Bild: Ob Tablet, Handy oder gedruckte Zeitung: Die Inhalte der taz bleiben dies…
Von Andreas Marggraf
Seit Februar bin ich nun Geschäftsführer der taz – und habe mich seitdem
intensiv mit der digitalen Transformation der Zeitung und ihrer
Zukunftsfähigkeit beschäftigt. Seit März arbeiten wir – Geschäftsführung,
Chefredaktion und ein Team von Produktentwickler*innen – an der
Weiterentwicklung der taz. Erste Ergebnisse wurden bereits auf der
Generalversammlung der taz Genossenschaft vorgestellt, wo wir sehr gute
Rückmeldungen bekommen haben. Zu solch einem Prozess gehört indes auch,
sich immer wieder zu fragen, ob wir auf dem richtigen Weg sind. Wenn ich
mir die Lage auf dem Tageszeitungsmarkt anschaue und mit unseren Plänen
vergleiche, kann ich dies eindeutig mit „Ja“ beantworten. Das möchte ich
Ihnen gern erläutern.
Die taz war schon immer anders. Sie wurde nicht wegen des Profits
gegründet, sondern wegen der Inhalte, mit alternativem, anspruchsvollem wie
wachem Journalismus. Und als Zeitung, die zunächst ihren Vereinsmitgliedern
gehörte und seit 1992 als Genossenschaft organisiert ist, war sie nie
Mitglied des BDZV, des Bunds Deutscher Zeitungsverleger. Umso
erstaunlicher, dass Kalle Ruch, noch bis Ende des Jahres Mitglied der
Geschäftsführung, Ende September auf dem Zeitungskongress des BDZV als
Redner eingeladen war, um über das Zukunftsszenario der taz zu sprechen.

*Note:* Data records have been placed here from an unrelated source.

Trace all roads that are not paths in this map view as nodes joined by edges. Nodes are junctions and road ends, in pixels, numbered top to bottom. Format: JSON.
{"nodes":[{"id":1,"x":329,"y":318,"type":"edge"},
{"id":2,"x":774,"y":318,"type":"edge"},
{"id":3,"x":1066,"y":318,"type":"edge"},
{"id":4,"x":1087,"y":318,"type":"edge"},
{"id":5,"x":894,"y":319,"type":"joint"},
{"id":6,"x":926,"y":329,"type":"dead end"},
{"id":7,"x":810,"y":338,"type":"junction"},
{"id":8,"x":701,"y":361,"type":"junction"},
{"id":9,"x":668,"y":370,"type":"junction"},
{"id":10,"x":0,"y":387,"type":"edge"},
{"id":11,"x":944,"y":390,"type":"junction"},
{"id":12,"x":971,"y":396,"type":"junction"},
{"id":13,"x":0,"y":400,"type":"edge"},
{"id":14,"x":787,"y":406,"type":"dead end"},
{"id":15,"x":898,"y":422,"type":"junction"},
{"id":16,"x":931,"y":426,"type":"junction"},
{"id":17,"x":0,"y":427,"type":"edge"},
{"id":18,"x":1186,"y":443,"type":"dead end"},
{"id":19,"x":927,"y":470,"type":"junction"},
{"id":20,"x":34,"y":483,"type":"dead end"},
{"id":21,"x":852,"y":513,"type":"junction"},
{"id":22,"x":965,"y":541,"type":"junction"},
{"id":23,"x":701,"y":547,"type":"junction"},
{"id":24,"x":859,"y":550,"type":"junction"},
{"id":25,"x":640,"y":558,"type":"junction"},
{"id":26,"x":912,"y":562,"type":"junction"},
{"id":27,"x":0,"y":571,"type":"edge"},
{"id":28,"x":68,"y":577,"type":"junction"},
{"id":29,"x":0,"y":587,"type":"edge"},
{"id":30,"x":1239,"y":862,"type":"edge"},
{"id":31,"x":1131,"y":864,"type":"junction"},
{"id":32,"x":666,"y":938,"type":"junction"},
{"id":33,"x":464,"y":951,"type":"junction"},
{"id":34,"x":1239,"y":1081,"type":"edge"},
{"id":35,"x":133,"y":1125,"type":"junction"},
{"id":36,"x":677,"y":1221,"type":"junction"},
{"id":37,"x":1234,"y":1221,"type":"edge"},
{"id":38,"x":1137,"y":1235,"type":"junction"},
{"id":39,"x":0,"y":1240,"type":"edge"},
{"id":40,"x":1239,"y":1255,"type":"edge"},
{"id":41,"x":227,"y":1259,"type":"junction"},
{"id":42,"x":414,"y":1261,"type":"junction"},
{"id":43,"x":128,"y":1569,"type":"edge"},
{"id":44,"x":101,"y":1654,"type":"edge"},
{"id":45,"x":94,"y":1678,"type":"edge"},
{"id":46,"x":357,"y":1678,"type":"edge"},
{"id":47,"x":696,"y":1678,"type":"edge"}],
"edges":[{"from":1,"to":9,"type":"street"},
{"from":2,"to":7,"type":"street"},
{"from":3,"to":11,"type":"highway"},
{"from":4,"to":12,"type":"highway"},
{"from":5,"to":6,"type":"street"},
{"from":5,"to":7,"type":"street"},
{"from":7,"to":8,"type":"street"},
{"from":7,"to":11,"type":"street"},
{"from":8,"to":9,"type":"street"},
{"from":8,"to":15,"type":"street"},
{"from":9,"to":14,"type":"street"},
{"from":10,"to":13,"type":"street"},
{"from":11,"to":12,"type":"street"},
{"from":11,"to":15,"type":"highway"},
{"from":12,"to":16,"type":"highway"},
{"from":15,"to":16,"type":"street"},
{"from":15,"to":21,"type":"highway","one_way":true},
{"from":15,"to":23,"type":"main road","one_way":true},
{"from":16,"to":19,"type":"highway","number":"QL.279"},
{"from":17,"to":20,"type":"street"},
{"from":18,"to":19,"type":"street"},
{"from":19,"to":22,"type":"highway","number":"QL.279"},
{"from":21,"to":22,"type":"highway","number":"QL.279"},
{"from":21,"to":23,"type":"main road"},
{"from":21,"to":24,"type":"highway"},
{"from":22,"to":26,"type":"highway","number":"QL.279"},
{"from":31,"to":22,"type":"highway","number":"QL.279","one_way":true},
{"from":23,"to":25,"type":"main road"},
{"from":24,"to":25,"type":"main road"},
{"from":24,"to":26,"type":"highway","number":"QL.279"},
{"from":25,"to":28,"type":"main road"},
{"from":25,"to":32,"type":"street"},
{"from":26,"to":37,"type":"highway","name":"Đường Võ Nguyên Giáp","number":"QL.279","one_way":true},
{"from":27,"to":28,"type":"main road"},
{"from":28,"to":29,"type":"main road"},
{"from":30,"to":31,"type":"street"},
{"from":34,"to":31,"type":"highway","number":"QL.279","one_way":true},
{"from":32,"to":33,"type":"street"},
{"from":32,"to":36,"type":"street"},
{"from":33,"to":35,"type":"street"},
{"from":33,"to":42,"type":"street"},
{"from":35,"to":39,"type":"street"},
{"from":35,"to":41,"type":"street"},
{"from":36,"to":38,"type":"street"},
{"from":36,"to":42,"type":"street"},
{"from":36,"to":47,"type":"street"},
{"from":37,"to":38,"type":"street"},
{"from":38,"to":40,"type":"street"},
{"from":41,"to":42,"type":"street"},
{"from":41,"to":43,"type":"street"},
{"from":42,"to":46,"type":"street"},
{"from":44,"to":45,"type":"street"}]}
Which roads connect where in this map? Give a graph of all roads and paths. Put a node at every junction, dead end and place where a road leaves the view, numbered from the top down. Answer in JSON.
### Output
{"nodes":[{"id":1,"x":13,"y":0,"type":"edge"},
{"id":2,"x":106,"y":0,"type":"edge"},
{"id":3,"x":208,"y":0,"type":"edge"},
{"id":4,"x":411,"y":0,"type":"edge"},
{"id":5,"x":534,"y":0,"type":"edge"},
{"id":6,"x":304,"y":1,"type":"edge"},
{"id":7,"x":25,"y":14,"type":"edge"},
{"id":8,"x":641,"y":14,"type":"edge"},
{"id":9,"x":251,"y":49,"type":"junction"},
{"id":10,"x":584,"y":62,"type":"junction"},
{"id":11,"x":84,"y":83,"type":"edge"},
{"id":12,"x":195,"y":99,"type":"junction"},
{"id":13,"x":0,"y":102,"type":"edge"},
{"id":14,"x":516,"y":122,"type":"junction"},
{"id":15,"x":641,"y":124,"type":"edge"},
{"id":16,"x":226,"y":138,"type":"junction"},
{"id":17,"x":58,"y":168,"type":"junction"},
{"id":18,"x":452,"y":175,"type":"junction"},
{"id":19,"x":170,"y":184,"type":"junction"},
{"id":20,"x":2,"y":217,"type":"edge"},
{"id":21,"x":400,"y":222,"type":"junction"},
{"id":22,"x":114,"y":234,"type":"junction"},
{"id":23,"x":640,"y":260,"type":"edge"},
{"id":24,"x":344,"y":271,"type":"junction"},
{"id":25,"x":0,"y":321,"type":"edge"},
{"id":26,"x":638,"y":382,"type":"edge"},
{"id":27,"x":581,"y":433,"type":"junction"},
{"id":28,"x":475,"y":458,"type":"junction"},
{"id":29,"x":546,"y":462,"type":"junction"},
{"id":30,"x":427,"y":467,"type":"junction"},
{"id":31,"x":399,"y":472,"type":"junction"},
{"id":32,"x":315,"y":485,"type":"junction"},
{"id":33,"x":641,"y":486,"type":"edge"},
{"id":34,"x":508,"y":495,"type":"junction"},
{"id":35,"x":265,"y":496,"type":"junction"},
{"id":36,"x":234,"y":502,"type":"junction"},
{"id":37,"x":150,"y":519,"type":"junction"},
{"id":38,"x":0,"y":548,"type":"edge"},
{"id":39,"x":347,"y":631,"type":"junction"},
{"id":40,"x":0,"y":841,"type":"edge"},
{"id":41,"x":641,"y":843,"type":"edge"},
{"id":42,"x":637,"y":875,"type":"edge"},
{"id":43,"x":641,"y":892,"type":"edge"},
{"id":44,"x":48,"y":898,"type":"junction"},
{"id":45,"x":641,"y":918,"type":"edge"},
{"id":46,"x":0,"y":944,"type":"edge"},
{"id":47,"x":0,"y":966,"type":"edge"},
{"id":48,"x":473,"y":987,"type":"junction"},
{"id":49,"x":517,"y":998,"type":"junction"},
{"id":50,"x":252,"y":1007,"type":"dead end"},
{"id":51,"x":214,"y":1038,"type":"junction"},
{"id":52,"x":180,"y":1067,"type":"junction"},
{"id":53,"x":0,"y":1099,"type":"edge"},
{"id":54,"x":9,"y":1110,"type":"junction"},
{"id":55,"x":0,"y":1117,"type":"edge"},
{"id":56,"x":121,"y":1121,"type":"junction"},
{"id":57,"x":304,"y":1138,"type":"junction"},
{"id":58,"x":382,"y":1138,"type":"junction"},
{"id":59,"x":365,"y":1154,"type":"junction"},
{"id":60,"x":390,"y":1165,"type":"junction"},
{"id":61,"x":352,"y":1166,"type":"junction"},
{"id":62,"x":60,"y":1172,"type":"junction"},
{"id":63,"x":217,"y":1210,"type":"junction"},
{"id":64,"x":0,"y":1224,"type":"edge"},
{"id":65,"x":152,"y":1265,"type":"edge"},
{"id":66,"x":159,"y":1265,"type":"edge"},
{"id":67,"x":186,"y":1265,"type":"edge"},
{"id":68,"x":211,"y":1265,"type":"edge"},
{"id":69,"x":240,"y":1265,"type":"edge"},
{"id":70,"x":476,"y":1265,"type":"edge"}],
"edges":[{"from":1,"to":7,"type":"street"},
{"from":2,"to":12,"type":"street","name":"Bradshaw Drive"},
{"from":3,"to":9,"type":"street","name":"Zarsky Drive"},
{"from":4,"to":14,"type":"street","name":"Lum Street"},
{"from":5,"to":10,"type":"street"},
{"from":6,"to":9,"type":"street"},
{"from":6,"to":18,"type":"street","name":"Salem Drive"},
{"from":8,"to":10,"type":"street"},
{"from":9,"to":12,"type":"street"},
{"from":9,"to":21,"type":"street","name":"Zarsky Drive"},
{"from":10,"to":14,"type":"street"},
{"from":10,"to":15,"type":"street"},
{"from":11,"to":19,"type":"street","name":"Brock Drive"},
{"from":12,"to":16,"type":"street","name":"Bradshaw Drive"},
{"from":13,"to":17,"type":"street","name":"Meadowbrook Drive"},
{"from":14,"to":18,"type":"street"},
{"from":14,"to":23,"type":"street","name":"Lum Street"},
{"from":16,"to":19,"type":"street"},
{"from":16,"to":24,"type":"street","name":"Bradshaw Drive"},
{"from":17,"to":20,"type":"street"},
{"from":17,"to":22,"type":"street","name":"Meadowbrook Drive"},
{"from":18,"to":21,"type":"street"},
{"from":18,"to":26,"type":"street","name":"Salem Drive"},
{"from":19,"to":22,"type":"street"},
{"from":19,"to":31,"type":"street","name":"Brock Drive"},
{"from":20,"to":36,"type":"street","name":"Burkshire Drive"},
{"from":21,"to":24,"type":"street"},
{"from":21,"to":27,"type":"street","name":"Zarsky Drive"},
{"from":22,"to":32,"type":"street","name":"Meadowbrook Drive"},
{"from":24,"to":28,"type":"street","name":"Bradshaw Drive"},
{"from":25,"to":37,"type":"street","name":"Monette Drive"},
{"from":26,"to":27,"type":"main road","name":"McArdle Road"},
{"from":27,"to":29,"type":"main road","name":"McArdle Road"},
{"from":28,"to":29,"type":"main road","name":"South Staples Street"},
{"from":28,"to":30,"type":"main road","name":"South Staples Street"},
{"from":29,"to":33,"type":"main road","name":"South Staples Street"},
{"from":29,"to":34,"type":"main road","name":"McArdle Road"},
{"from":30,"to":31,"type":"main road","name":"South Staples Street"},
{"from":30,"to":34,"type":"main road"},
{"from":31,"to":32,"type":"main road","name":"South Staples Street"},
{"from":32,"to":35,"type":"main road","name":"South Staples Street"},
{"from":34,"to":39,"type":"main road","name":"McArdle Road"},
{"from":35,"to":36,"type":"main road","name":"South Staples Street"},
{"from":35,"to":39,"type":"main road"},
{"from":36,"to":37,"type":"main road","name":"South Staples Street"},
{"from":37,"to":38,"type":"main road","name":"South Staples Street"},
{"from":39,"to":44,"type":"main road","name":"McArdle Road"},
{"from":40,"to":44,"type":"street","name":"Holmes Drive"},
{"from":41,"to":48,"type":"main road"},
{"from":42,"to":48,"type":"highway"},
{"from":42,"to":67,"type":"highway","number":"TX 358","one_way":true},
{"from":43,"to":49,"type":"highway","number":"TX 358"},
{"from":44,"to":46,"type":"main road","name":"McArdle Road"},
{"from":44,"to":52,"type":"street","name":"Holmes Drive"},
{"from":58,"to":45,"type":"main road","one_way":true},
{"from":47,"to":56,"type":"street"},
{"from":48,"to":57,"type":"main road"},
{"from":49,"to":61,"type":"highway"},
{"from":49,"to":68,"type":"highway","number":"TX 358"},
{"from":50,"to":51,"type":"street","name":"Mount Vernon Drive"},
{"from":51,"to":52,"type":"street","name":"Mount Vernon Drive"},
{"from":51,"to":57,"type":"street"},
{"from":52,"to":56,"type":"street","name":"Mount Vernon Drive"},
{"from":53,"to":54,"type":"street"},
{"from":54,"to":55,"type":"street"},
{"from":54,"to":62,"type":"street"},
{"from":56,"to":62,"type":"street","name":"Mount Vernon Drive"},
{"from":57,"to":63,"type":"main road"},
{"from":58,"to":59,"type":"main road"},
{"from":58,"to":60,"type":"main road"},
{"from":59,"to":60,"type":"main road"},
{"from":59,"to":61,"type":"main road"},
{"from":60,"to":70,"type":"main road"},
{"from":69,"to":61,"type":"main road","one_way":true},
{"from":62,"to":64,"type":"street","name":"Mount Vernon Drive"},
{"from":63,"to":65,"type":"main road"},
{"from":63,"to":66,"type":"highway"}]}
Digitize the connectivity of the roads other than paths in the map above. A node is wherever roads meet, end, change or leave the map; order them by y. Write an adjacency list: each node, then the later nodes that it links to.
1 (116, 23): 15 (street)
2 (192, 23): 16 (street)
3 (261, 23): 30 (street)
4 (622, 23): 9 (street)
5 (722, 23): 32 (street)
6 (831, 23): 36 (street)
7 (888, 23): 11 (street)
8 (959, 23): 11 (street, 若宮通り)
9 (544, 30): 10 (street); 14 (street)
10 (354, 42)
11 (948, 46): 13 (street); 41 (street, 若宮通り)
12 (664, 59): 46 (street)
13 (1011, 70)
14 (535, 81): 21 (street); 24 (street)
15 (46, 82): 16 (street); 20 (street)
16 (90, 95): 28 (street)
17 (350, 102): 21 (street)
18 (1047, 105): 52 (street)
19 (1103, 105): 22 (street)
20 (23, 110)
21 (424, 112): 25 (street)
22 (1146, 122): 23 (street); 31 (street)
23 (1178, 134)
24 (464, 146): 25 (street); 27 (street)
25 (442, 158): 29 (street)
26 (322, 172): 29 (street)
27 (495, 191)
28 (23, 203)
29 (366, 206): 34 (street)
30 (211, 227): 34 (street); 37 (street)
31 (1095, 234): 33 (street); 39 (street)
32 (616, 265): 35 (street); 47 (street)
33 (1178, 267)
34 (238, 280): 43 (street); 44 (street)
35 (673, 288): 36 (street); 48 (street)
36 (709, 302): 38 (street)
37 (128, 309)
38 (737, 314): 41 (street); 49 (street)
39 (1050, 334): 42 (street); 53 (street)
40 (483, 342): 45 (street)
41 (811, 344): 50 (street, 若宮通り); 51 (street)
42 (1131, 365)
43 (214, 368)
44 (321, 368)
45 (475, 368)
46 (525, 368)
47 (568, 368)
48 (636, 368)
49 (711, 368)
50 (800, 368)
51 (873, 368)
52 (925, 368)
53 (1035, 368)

Dass die Vorstellung, die Zeitung an Werktagen in Zukunft nicht mehr zu
drucken, nicht überall auf Gegenliebe stoßen würde, war nicht überraschend,
ist der Abschied von der täglich gedruckten Zeitung doch ein schwer
vorzustellender Einschnitt in unsere Medienkultur. Dass aber gerade Mathias
Döpfner, Springer-Chef und BDZV-Präsident, die taz-Strategie lobend
unterstützte, hätte man sich zu Zeiten der Gründung unserer Zeitung nicht
vorstellen können. Aber er tat dies natürlich nicht ohne Seitenhieb, denn
er lobte diese Strategie als „eine vorbildliche kapitalistische Leistung“.
Ist die Vorstellung, Zeitungen nicht mehr täglich zu drucken, tatsächlich
eine „gefährliche Wahrsagerei, die die Leser*innen vorschnell aufgibt“, wie
es der Verleger Martin Balle sieht? Oder ist es nicht eher so, dass die
Leser*innen selbst die gedruckte Zeitung aufgeben, indem sie keine
Printzeitungen mehr abonnieren und stattdessen digitale Produkte nutzen?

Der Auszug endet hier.